POSTSCRIPT: Recently, individuals have quoted articles from this section and stated that we teach child abuse at Calvary Chapel Jonesboro. To this I feel the need to respond. First, biblically, we are told that if we have a problem with our brother to go to our brother - not the internet - and confront our brother. To date, these individuals have yet to contact me to discuss these things. That should say volumes in itself.
Second, we do not teach child abuse at our fellowship. This blog is an endeavor to teach what is in the Bible for the edification and upbuilding of God's people. Anyone who has been to our fellowship knows that in our classrooms we administer NO physical discipline. We correct with words and with "time outs" and eventually with a report to parents. From our nursery throughout every age group our people are instructed NEVER to administer physical discipline. We believe this right alone belongs to a parent. Even then we teach the following about any application of physical discipline.

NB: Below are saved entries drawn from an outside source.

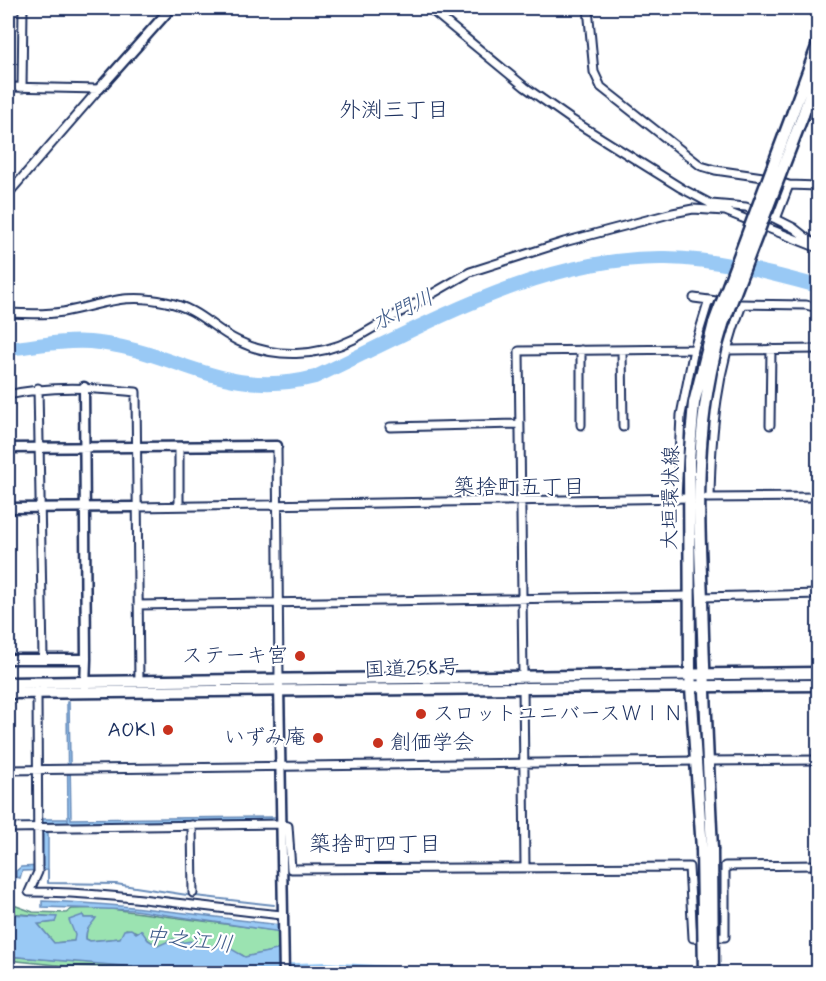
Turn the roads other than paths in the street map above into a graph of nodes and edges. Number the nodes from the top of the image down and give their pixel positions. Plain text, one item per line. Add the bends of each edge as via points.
1 (23, 8) edge
2 (171, 8) edge
3 (429, 8) edge
4 (588, 8) edge
5 (819, 44) edge
6 (819, 72) edge
7 (8, 87) edge
8 (22, 88) junction
9 (99, 89) junction
10 (798, 113) junction
11 (789, 186) junction
12 (819, 186) edge
13 (8, 194) edge
14 (711, 207) junction
15 (776, 219) junction
16 (819, 248) edge
17 (694, 298) dead end
18 (709, 300) junction
19 (742, 305) junction
20 (819, 308) edge
21 (8, 313) edge
22 (694, 349) junction
23 (771, 349) junction
24 (819, 349) edge
25 (581, 350) junction
26 (622, 350) junction
27 (727, 350) junction
28 (84, 387) junction
29 (38, 388) junction
30 (8, 395) edge
31 (519, 424) junction
32 (581, 425) dead end
33 (770, 425) dead end
34 (623, 427) dead end
35 (390, 428) dead end
36 (277, 446) joint
37 (137, 447) junction
38 (179, 447) junction
39 (8, 448) edge
40 (40, 448) junction
41 (84, 448) junction
42 (819, 497) edge
43 (677, 498) junction
44 (700, 498) junction
45 (520, 501) junction
46 (278, 503) junction
47 (178, 506) junction
48 (83, 507) junction
49 (136, 507) junction
50 (8, 508) edge
51 (41, 508) junction
52 (819, 594) edge
53 (689, 596) junction
54 (702, 597) junction
55 (521, 598) junction
56 (279, 602) junction
57 (138, 605) junction
58 (8, 658) edge
59 (43, 658) junction
60 (86, 658) junction
61 (690, 673) junction
62 (704, 673) junction
63 (819, 673) edge
64 (279, 679) junction
65 (139, 681) junction
66 (523, 682) junction
67 (8, 683) edge
68 (819, 684) edge
69 (85, 687) junction
70 (691, 687) junction
71 (704, 687) junction
72 (279, 692) junction
73 (8, 693) edge
74 (37, 693) junction
75 (819, 760) edge
76 (695, 761) junction
77 (707, 761) junction
78 (524, 763) junction
79 (280, 766) junction
80 (8, 770) edge
81 (37, 770) junction
82 (280, 824) junction
83 (192, 825) junction
84 (43, 827) junction
85 (8, 828) edge
86 (707, 849) junction
87 (819, 865) edge
88 (525, 867) junction
89 (193, 893) dead end
90 (282, 917) junction
91 (284, 974) edge
92 (704, 974) edge
93 (713, 974) edge

1 - 8 street
2 - 9 street
3 - 14 street via 525,87
4 - 11 street via 594,72 601,87 701,165
5 - 10 main road, 大垣環状線
6 - 10 main road, 大垣環状線
7 - 8 street
8 - 9 street
9 - 13 street
10 - 44 main road, 大垣環状線, bridge via 719,324 694,403 689,460
11 - 12 street
11 - 15 street
14 - 15 street via 746,207
14 - 16 street
14 - 21 street via 564,242 470,272 339,347 316,352 261,350 237,341 189,308 134,297 55,313
15 - 16 street
17 - 18 street
18 - 19 street
18 - 22 street
19 - 20 street
19 - 27 street
22 - 26 street
22 - 43 street via 681,415
23 - 24 street
23 - 27 street
23 - 33 street
25 - 26 street
25 - 31 street via 519,351
25 - 32 street
26 - 34 street
27 - 44 street
28 - 29 street
28 - 37 street via 136,392
28 - 41 street
29 - 30 street
29 - 40 street
31 - 35 street
31 - 45 street
36 - 38 street
36 - 46 street
37 - 38 street
37 - 41 street
37 - 49 street
38 - 47 street
39 - 40 street
40 - 41 street
40 - 51 street
41 - 48 street
42 - 44 street
43 - 44 street
43 - 45 street
44 - 53 main road, 大垣環状線
44 - 54 main road, 大垣環状線
45 - 46 street
45 - 55 street
46 - 47 street
46 - 56 street
47 - 49 street
48 - 49 street
48 - 51 street
48 - 60 street
49 - 57 street
50 - 51 street
51 - 59 street
52 - 54 street
53 - 55 street
53 - 61 main road, 大垣環状線
54 - 62 main road, 大垣環状線
55 - 56 street
55 - 66 street
56 - 57 street
56 - 64 street
57 - 65 street
58 - 59 street
59 - 60 street
60 - 69 street
61 - 62 main road, 国道258号
61 - 66 main road, 国道258号
61 - 70 main road, 大垣環状線
62 - 63 main road, 国道258号
62 - 71 main road, 大垣環状線
64 - 65 main road, 国道258号
64 - 66 main road, 国道258号
64 - 72 street
65 - 69 main road, 国道258号
66 - 70 main road, 国道258号
66 - 72 main road, 国道258号
66 - 78 street
67 - 69 main road, 国道258号
68 - 71 main road, 国道258号
69 - 72 main road, 国道258号
69 - 74 main road, 国道258号
70 - 71 main road, 国道258号
70 - 76 main road, 大垣環状線
71 - 77 main road, 大垣環状線
72 - 79 street
73 - 74 main road, 国道258号
74 - 81 street
75 - 77 street
76 - 78 street
76 - 86 main road, 大垣環状線
77 - 86 main road, 大垣環状線
78 - 79 street
78 - 88 street
79 - 81 street
79 - 82 street
80 - 81 street
81 - 84 street
82 - 83 street
82 - 88 street via 288,826 291,869
82 - 90 street
83 - 84 street
83 - 89 street
84 - 85 street
84 - 90 street via 38,872 29,892 105,894
86 - 92 main road, 大垣環状線, bridge
86 - 93 main road, 大垣環状線, bridge
87 - 88 street via 725,866 725,937 693,938 689,867
90 - 91 street

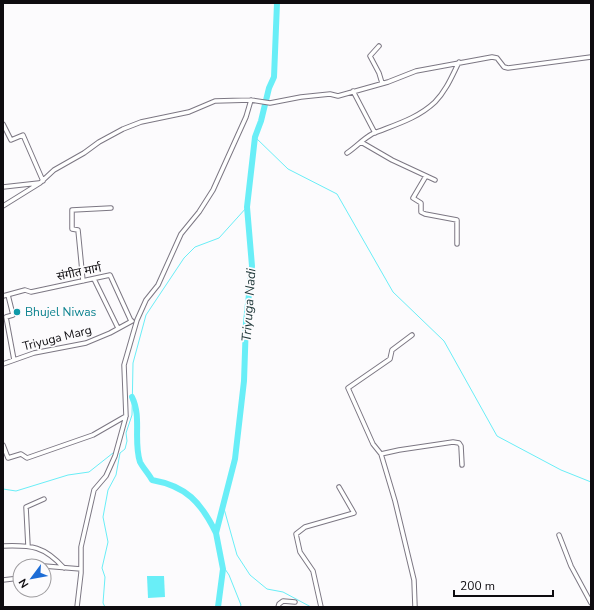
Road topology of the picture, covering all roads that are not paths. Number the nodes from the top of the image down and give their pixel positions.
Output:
1 (379, 46) dead end
2 (591, 57) edge
3 (459, 62) junction
4 (382, 84) junction
5 (353, 91) junction
6 (250, 100) junction
7 (3, 124) edge
8 (376, 133) junction
9 (361, 142) junction
10 (347, 153) dead end
11 (426, 176) junction
12 (435, 180) dead end
13 (41, 182) junction
14 (3, 187) edge
15 (3, 206) edge
16 (111, 208) dead end
17 (457, 244) dead end
18 (94, 279) junction
19 (83, 281) junction
20 (8, 295) junction
21 (3, 296) edge
22 (137, 320) junction
23 (131, 321) junction
24 (118, 328) junction
25 (412, 335) dead end
26 (14, 360) junction
27 (3, 364) edge
28 (126, 416) junction
29 (3, 446) edge
30 (381, 454) junction
31 (462, 465) dead end
32 (339, 487) dead end
33 (44, 499) dead end
34 (559, 535) dead end
35 (3, 546) edge
36 (28, 546) junction
37 (52, 567) edge
38 (64, 568) junction
39 (81, 569) junction
40 (295, 602) dead end
41 (591, 603) edge
42 (77, 607) edge
43 (278, 607) edge
44 (320, 607) edge
45 (415, 607) edge

1 - 4 street
2 - 3 street
3 - 4 street
3 - 8 street
4 - 5 street
5 - 6 street
5 - 8 street
6 - 13 street
6 - 22 street
7 - 13 street
8 - 9 street
9 - 10 street
9 - 11 street
11 - 12 street
11 - 17 street
13 - 14 street
13 - 15 street
16 - 19 street
18 - 19 street, संगीत मार्ग
18 - 23 street, संगीत मार्ग
18 - 24 street
19 - 20 street, संगीत मार्ग
20 - 21 street, संगीत मार्ग
20 - 26 street
22 - 23 street, Triyuga Marg
22 - 28 street
23 - 24 street, Triyuga Marg
24 - 26 street, Triyuga Marg
25 - 30 street
26 - 27 street, Triyuga Marg
28 - 29 street
28 - 39 street
30 - 31 street
30 - 45 street
32 - 44 street
33 - 36 street
34 - 41 street
35 - 36 street
36 - 38 street
37 - 38 street
38 - 39 street
39 - 42 street
40 - 43 street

Discipline is about the heart of a child. Physical or corporal punishment is ONLY to be administered in a spirit of love for the child. Teaching and loving verbal correction is key - as is prayer for the child's eventual salvation in Jesus Christ. Any physical punishment administered due to anger or rage is out of line and wrong. The parent is to discipline the child with appropriate discipline - not abuse. In the end the child should be taught - and in every circumstance hugged, loved, and prayed with after any physical punishment to assure them of our love. The idea of a "beating" is completely out of step with what the Scriptures are teaching. Instead the idea of loving discipline is intended.